**EXCERPTED RECORDS:**
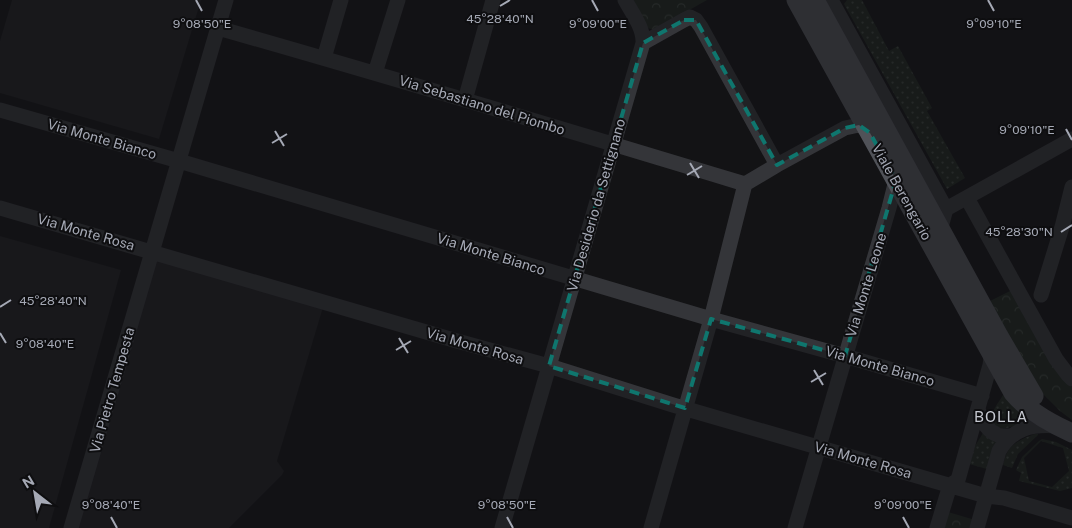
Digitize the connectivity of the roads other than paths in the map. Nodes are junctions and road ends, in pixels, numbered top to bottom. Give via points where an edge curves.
1 (226, 0) edge
2 (341, 0) edge
3 (398, 0) edge
4 (493, 0) edge
5 (625, 0) edge
6 (796, 0) edge
7 (815, 0) edge
8 (831, 0) edge
9 (218, 28) junction
10 (643, 43) junction
11 (324, 58) junction
12 (375, 73) junction
13 (465, 100) junction
14 (0, 110) edge
15 (870, 133) junction
16 (1072, 140) edge
17 (614, 144) junction
18 (179, 161) junction
19 (778, 165) junction
20 (896, 180) junction
21 (745, 184) junction
22 (1072, 187) edge
23 (967, 198) junction
24 (0, 208) edge
25 (946, 209) junction
26 (941, 228) junction
27 (1067, 228) edge
28 (152, 252) junction
29 (575, 279) junction
30 (1041, 295) dead end
31 (711, 319) junction
32 (988, 347) junction
33 (845, 356) junction
34 (549, 366) junction
35 (1072, 379) edge
36 (1008, 384) junction
37 (980, 402) junction
38 (685, 408) junction
39 (1034, 410) junction
40 (1065, 430) edge
41 (1010, 436) junction
42 (818, 447) junction
43 (950, 485) junction
44 (986, 496) junction
45 (1072, 518) edge
46 (71, 528) edge
47 (502, 528) edge
48 (651, 528) edge
49 (795, 528) edge
50 (937, 528) edge
51 (977, 528) edge

1 - 9 street, Via Pietro Tempesta
2 - 11 street
3 - 12 street
4 - 13 street
5 - 10 street via 642,30
6 - 15 main road, Viale Berengario
7 - 26 main road, Viale Berengario
8 - 25 street
9 - 11 street, Via Sebastiano del Piombo
9 - 18 street, Via Pietro Tempesta
10 - 17 street, Via Desiderio da Settignano
10 - 19 street via 690,18 696,20
11 - 12 street, Via Sebastiano del Piombo
12 - 13 street, Via Sebastiano del Piombo
13 - 17 street, Via Sebastiano del Piombo
14 - 18 street, Via Monte Bianco
15 - 19 street via 859,126 848,127
15 - 20 main road, Viale Berengario
16 - 23 street
17 - 21 street, Via Sebastiano del Piombo
17 - 29 street, Via Desiderio da Settignano
18 - 28 street, Via Pietro Tempesta
18 - 29 street, Via Monte Bianco
19 - 21 street
20 - 32 main road, Viale Berengario
20 - 33 street, Via Monte Leone
21 - 31 street
22 - 27 street
23 - 25 street
23 - 35 street via 1056,359
24 - 28 street, Via Monte Rosa
25 - 26 street, Viale Berengario
26 - 39 main road, Viale Berengario via 996,330
27 - 30 street
28 - 34 street, Via Monte Rosa
28 - 46 street, Via Pietro Tempesta
29 - 31 street, Via Monte Bianco
29 - 34 street, Via Desiderio da Settignano
31 - 33 street, Via Monte Bianco
31 - 38 street
32 - 36 main road, Viale Berengario
32 - 37 street via 991,361
33 - 37 street, Via Monte Bianco
33 - 42 street, Via Monte Leone
34 - 38 street, Via Monte Rosa
34 - 47 street, Via Desiderio da Settignano
36 - 37 street via 990,389
36 - 39 main road via 1028,390
37 - 41 street via 982,420 989,429 998,435
37 - 43 street via 958,480
38 - 42 street, Via Monte Rosa
38 - 48 street
39 - 40 main road, Viale Berengario
39 - 40 street via 1041,425
39 - 41 street
41 - 44 street via 999,451
42 - 43 street, Via Monte Rosa
42 - 49 street, Via Monte Leone
43 - 44 street, Via Monte Rosa
43 - 50 street
44 - 45 street, Via Monte Rosa via 1004,498
44 - 51 street

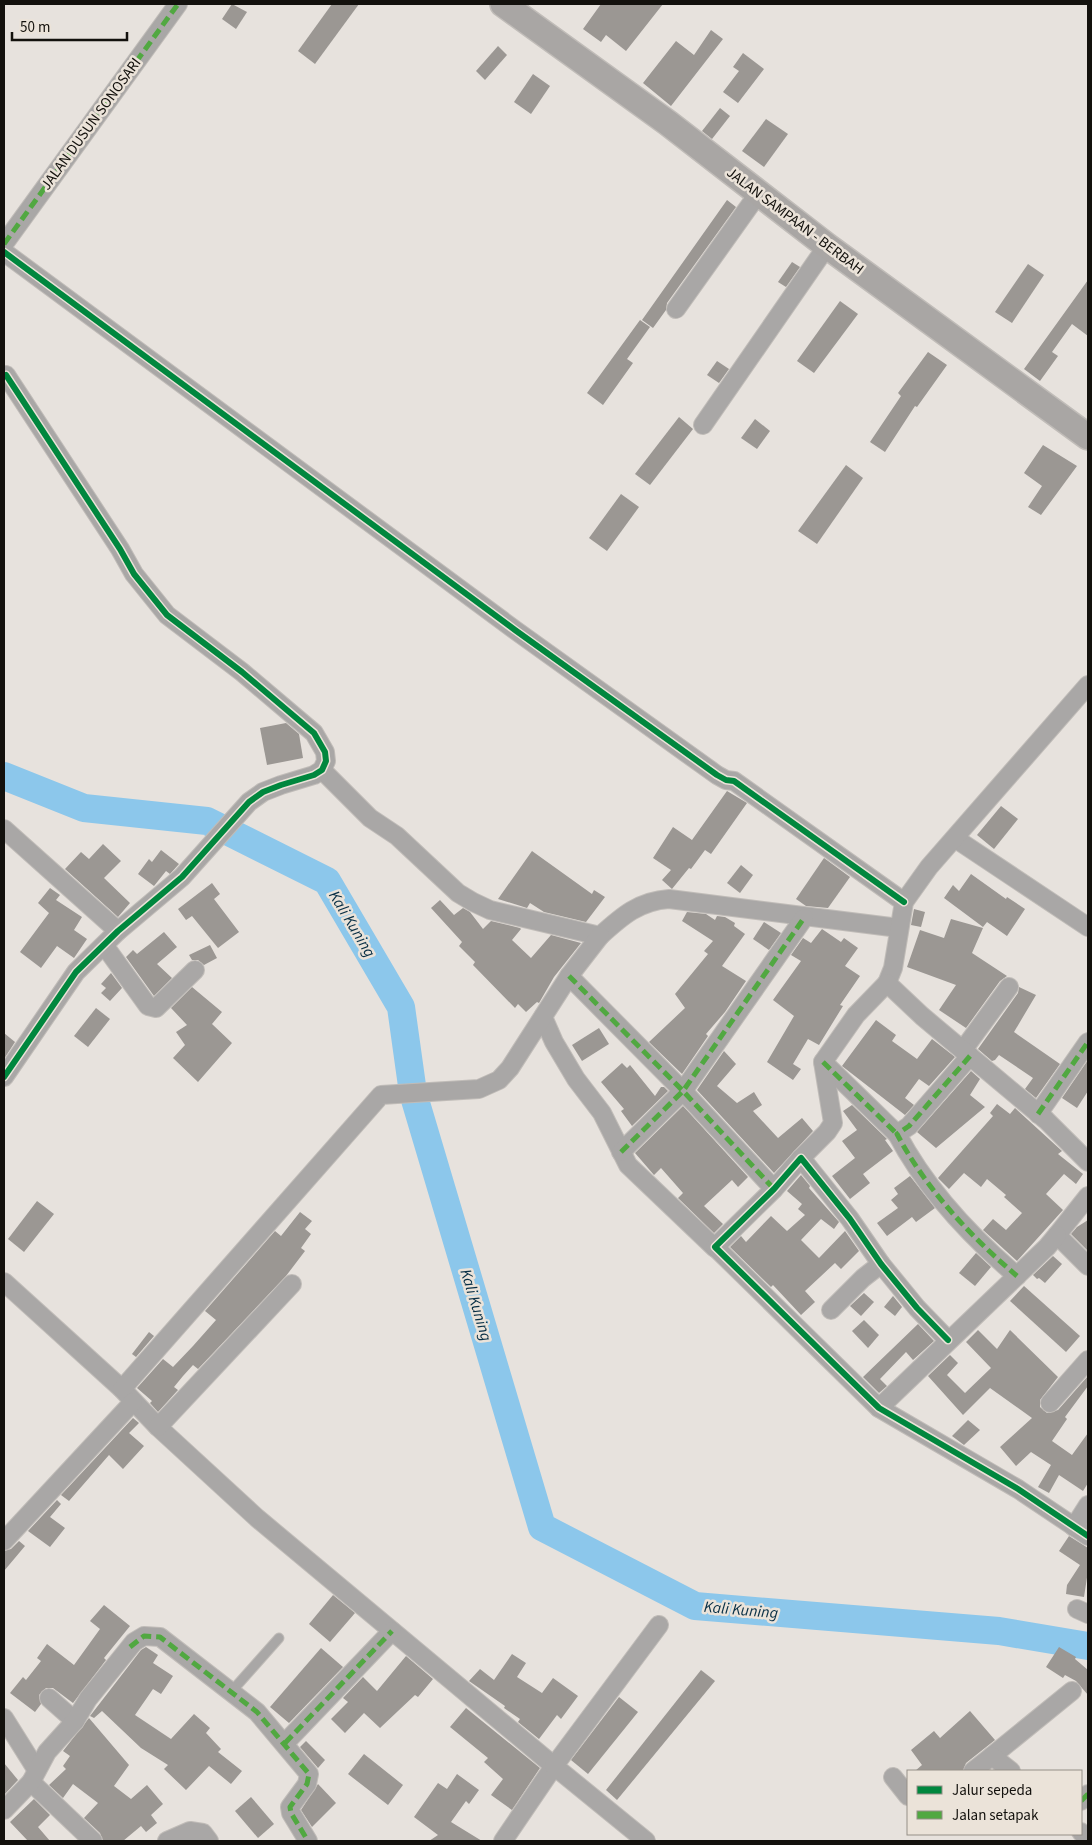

**AIM OF THE EXERCISE:** Say how many lines of the material above include the word "Viale", giving the number alone.

**ANSWER SPACE:** 8